Chilean politician (1929–2010)

Mario Arturo Mosquera Roa (27 April 1929 – November 2010) was a Chilean trade union leader and politician, member of the Christian Democratic Party.

==Biography==
He was born in Huépil, commune of Tucapel, Biobío Region, on 27 April 1929. Son of Pedro Pascual Mosquera Torre and María Eulogia Roa Rivera. He married Sara Lidia Campos Parra, with whom he had three children, and later Elsa Villablanca Avello, with whom he had a daughter.

He studied at the Industrial School of Angol, where he earned a technical degree.

He began his political activities as president of the Student Center of the Industrial School of Angol in 1947. Later, he joined the board of the Industrial Union of the Pacific Steel Company (CAP) and was elected secretary for the 1960–1961 term, being re-elected to that position for ten years.

In 1957, he joined the Christian Democratic Party, where he held most positions except the presidency.

In the 1963 municipal elections he was elected alderman of Concepción.

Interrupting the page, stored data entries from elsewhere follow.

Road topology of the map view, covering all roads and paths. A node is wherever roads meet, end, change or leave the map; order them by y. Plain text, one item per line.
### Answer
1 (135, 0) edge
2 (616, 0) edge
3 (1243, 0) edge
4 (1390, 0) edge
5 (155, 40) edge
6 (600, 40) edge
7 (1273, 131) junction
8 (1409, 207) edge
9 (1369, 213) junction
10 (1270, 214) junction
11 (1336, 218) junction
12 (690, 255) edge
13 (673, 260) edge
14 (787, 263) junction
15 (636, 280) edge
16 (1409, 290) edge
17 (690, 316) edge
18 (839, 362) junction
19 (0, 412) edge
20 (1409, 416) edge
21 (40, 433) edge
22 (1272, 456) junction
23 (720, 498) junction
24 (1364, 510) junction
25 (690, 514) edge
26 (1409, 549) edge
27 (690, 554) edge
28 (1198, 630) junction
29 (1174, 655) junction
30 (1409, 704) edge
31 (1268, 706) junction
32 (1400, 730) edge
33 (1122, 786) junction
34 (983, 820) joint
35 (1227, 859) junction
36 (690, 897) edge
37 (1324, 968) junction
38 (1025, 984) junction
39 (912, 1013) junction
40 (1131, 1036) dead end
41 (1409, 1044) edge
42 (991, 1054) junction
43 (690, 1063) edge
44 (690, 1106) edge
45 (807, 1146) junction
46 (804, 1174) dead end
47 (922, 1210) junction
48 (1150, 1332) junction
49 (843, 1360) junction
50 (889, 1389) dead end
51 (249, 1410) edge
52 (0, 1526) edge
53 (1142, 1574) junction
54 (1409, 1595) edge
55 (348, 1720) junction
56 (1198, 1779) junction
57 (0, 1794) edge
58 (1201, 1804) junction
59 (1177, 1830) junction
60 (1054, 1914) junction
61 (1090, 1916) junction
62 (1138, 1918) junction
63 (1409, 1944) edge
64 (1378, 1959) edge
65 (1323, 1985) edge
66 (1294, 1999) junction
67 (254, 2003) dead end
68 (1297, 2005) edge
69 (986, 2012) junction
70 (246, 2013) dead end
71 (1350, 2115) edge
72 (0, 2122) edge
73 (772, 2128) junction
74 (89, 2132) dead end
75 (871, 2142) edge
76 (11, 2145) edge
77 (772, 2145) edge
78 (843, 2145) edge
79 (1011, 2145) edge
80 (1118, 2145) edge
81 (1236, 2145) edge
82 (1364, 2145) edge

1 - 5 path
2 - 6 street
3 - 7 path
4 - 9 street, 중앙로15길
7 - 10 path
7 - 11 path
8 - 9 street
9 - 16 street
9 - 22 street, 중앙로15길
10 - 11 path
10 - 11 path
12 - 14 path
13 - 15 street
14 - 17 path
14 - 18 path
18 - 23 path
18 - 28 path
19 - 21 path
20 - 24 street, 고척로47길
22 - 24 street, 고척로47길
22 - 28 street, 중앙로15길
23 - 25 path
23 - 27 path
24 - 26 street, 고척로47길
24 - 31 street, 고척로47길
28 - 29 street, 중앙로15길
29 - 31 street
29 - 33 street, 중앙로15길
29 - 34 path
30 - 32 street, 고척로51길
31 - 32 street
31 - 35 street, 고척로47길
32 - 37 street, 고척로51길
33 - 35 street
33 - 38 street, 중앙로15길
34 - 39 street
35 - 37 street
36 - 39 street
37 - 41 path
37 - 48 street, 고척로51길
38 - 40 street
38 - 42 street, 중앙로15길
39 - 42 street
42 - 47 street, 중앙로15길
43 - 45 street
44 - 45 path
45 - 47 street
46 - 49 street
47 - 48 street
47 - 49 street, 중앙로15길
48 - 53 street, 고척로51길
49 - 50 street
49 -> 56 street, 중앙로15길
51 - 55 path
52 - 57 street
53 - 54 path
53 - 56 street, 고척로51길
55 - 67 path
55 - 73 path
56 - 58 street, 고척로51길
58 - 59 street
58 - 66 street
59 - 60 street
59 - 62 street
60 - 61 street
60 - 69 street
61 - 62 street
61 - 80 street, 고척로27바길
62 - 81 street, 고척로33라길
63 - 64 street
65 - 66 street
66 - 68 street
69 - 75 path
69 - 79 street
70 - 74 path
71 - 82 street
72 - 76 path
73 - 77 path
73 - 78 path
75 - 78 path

In the 1965 parliamentary elections, he was elected deputy for the 17th Departamental Group (Concepción, Tomé, Talcahuano, Coronel and Yumbel), for the term 1965–1969. He was a member of the Permanent Commission of Roads and Public Works.

In the 1969 parliamentary elections, he was re-elected deputy for the same district, serving until 1973. He joined the Permanent Commission of Public Works and Transport, and presided over the Commission of Labor and Social Security.

He was not re-elected in the 1973 elections.

He died in November 2010 after a long illness.